• [WHAT IS REQUIRED] Write out all of the entries that follow, word for word, but skip the pictures.

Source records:
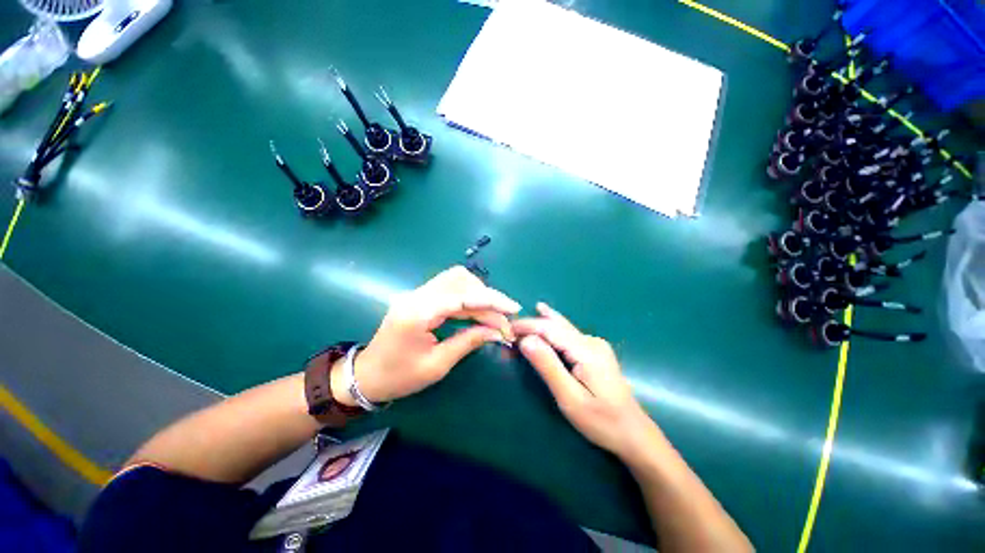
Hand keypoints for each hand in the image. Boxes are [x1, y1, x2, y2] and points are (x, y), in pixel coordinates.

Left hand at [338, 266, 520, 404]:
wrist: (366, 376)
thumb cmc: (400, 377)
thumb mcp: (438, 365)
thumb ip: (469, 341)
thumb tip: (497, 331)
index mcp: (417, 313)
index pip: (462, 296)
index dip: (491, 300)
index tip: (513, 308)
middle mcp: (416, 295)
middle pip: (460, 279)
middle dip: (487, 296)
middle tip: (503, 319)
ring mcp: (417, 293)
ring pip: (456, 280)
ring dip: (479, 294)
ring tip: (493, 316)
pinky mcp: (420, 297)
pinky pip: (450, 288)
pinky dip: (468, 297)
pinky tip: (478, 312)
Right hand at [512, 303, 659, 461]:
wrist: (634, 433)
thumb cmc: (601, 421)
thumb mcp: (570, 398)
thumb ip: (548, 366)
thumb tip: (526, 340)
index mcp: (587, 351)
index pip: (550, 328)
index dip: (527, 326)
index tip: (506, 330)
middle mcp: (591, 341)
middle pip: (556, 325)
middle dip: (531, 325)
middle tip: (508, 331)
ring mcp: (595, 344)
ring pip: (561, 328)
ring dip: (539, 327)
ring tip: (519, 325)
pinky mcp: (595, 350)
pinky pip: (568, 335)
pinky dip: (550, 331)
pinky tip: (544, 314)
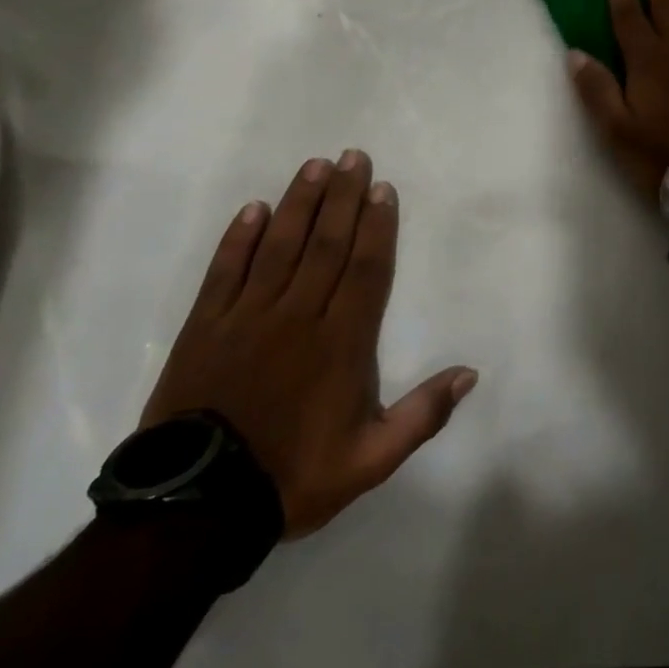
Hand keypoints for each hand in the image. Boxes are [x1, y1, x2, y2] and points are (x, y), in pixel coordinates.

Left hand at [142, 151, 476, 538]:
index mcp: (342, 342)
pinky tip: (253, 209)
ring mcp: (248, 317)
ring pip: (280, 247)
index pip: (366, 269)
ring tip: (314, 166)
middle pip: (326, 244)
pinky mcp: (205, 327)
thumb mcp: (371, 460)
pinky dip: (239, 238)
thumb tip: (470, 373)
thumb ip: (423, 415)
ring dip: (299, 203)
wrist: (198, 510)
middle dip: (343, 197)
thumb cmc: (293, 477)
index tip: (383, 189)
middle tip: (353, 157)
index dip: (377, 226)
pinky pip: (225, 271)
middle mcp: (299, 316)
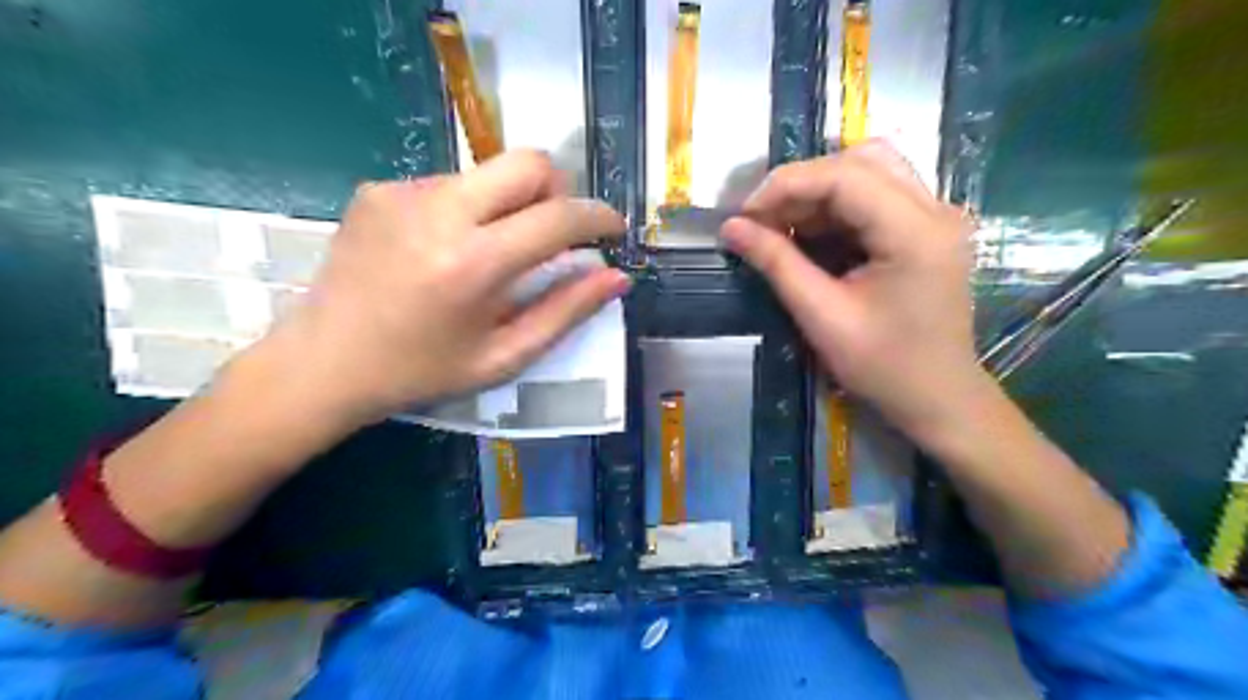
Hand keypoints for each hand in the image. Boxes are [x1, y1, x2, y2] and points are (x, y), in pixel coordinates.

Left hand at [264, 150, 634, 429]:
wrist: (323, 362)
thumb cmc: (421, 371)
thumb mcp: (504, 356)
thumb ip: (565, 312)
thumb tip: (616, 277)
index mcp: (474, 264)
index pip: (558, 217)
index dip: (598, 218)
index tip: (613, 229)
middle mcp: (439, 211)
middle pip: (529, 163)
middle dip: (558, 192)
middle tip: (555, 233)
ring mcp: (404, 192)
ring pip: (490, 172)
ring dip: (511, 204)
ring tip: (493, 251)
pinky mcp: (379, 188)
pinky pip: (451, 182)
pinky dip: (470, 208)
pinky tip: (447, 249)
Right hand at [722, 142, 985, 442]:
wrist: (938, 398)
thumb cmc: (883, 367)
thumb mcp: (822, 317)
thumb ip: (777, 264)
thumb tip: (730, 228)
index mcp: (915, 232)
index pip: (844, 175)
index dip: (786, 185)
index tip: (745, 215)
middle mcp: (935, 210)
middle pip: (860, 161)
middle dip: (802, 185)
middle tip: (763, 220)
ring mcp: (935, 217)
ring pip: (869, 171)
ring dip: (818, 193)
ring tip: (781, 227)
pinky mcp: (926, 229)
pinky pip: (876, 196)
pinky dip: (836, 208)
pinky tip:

• [EXERCISE RESULT]
Hand keypoints for each hand in the image. Boxes are [x1, y1, x2, y2] and points are (x, y), in pixel coordinates.

Left hand at [338, 266, 520, 404]:
wrist: (366, 376)
thumb cmc: (400, 377)
thumb mcp: (438, 365)
thumb ip: (469, 341)
thumb tip: (497, 331)
index mcp: (417, 313)
index pip: (462, 296)
index dip: (491, 300)
index tip: (513, 308)
middle mcp: (416, 295)
middle pip: (460, 279)
middle dip: (487, 296)
middle tip: (503, 319)
ring mcp: (417, 293)
ring pip: (456, 280)
ring dip: (479, 294)
ring tip: (493, 316)
pinky mcp: (420, 297)
pinky pip: (450, 288)
pinky dip: (468, 297)
pinky tip: (478, 312)
Right hand at [512, 303, 659, 461]:
wrist: (634, 433)
thumb cmc: (601, 421)
thumb mcp: (570, 398)
thumb ip: (548, 366)
thumb tip: (526, 340)
index mcp: (587, 351)
index pip: (550, 328)
index dip: (527, 326)
index tip: (506, 330)
middle mcp: (591, 341)
middle pip: (556, 325)
middle dip: (531, 325)
middle tip: (508, 331)
ring mcp: (595, 344)
ring pip: (561, 328)
ring dip: (539, 327)
ring tip: (519, 325)
pinky mcp: (595, 350)
pinky pip: (568, 335)
pinky dip: (550, 331)
pinky tip: (544, 314)
Hand keypoints for each hand in the image. Boxes are [x1, y1, x2, y2] and points are (x, y), in pixel coordinates.

Left hand at [142, 151, 476, 538]:
index mcp: (342, 342)
pinky tip: (253, 209)
ring mcp: (248, 317)
ring pip: (280, 247)
index pip: (366, 269)
ring tip: (314, 166)
middle pip: (326, 244)
pinky mcp: (205, 327)
thumb mcp: (371, 460)
pinky dip: (239, 238)
thumb tip: (470, 373)
thumb ip: (423, 415)
ring dip: (299, 203)
wrist: (198, 510)
middle dip: (343, 197)
thumb cmc: (293, 477)
index tip: (383, 189)
middle tip: (353, 157)
index dip: (377, 226)
pinky pip: (225, 271)
middle mcp: (299, 316)
Hand keypoints for each hand in the image. Boxes are [x1, y1, x2, y2] and points are (x, y), in pixel coordinates.

Left hand at [264, 150, 634, 429]:
wrist: (323, 362)
thumb cmc: (421, 371)
thumb mcp: (504, 356)
thumb ip: (565, 312)
thumb tip: (616, 277)
index mcp: (474, 264)
index pip: (558, 217)
index dip: (598, 218)
index tip: (613, 229)
middle mcp: (439, 211)
middle pip: (529, 163)
middle dip: (558, 192)
middle tip: (555, 233)
ring mcp: (404, 192)
ring pip: (490, 172)
ring dip: (511, 204)
ring tip: (493, 251)
pinky mcp: (379, 188)
pinky pip: (451, 182)
pinky dip: (470, 208)
pinky tip: (447, 249)
Right hand at [722, 142, 985, 442]:
wrist: (938, 398)
thumb cmc: (883, 367)
thumb mcp: (822, 317)
thumb ip: (777, 264)
thumb tip: (730, 228)
index mcp: (915, 232)
index pip: (844, 175)
index dip: (786, 185)
index tip: (745, 215)
middle mcp: (935, 210)
middle pip: (860, 161)
middle dip: (802, 185)
middle tip: (763, 220)
ring mcp: (935, 217)
ring pip: (869, 171)
ring dip: (818, 193)
ring tip: (781, 227)
pinky mcp: (926, 229)
pinky pip: (876, 196)
pinky dip: (836, 208)
pinky tip:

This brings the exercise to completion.